The data:
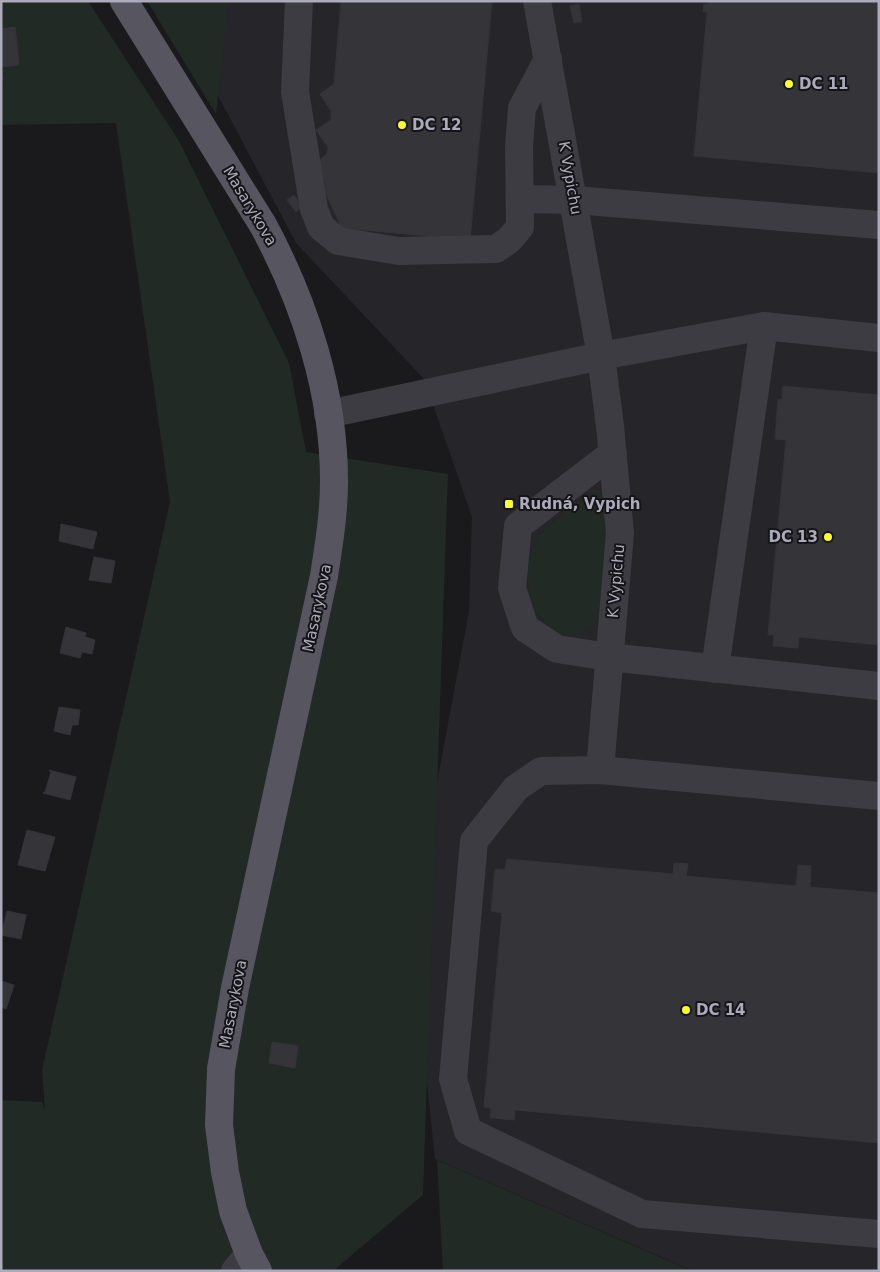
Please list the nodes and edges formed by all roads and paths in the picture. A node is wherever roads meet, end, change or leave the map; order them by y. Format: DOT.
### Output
graph roads {
  1 [pos="124,1"];
  2 [pos="299,1"];
  3 [pos="538,1"];
  4 [pos="548,58"];
  5 [pos="520,200"];
  6 [pos="575,200"];
  7 [pos="879,225"];
  8 [pos="764,326"];
  9 [pos="879,338"];
  10 [pos="601,356"];
  11 [pos="328,414"];
  12 [pos="613,453"];
  13 [pos="609,657"];
  14 [pos="715,669"];
  15 [pos="879,686"];
  16 [pos="600,770"];
  17 [pos="879,796"];
  18 [pos="879,1234"];
  19 [pos="247,1265"];
  1 -- 11 [label="main road, Masarykova"];
  2 -- 5 [label="street"];
  3 -- 4 [label="street, K Vypichu"];
  4 -- 5 [label="street"];
  4 -- 6 [label="street, K Vypichu"];
  5 -- 6 [label="street"];
  6 -- 7 [label="street"];
  6 -- 10 [label="street, K Vypichu"];
  8 -- 9 [label="street"];
  8 -- 10 [label="street"];
  8 -- 14 [label="street"];
  10 -- 11 [label="street"];
  10 -- 12 [label="street, K Vypichu"];
  11 -- 19 [label="main road, Masarykova"];
  12 -- 13 [label="street, K Vypichu"];
  12 -- 13 [label="street"];
  13 -- 14 [label="street"];
  13 -- 16 [label="street, K Vypichu"];
  14 -- 15 [label="street"];
  16 -- 17 [label="street"];
  16 -- 18 [label="street"];
}
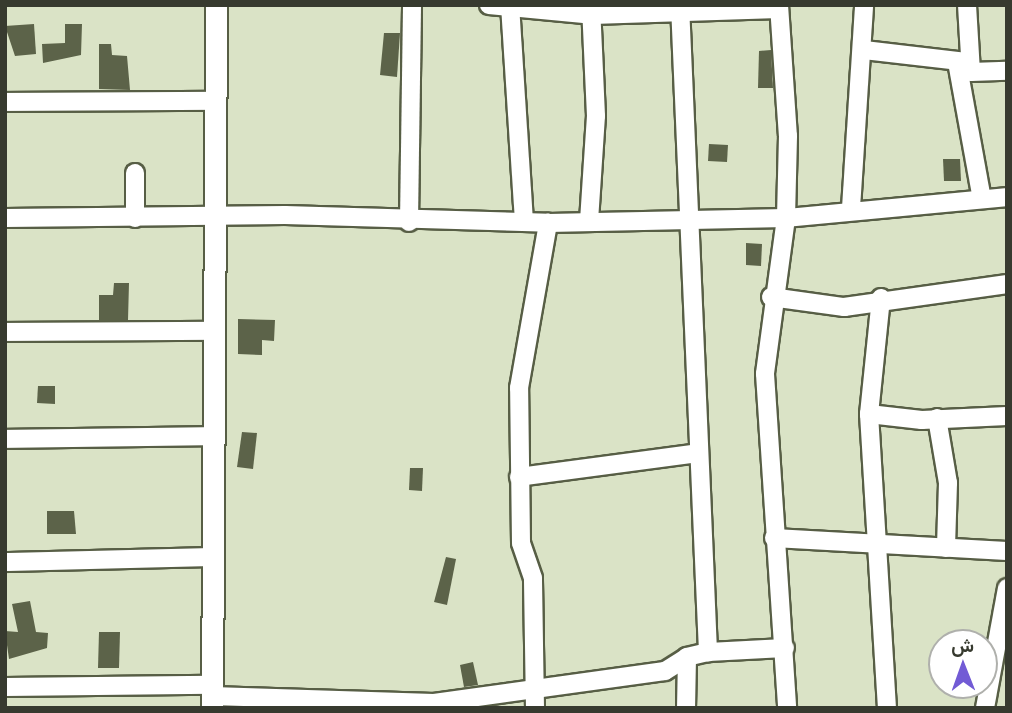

What the task requires:
Show, from the entries above, every line that includes the string "Masarykova".

Your response:
  1 -- 11 [label="main road, Masarykova"];
  11 -- 19 [label="main road, Masarykova"];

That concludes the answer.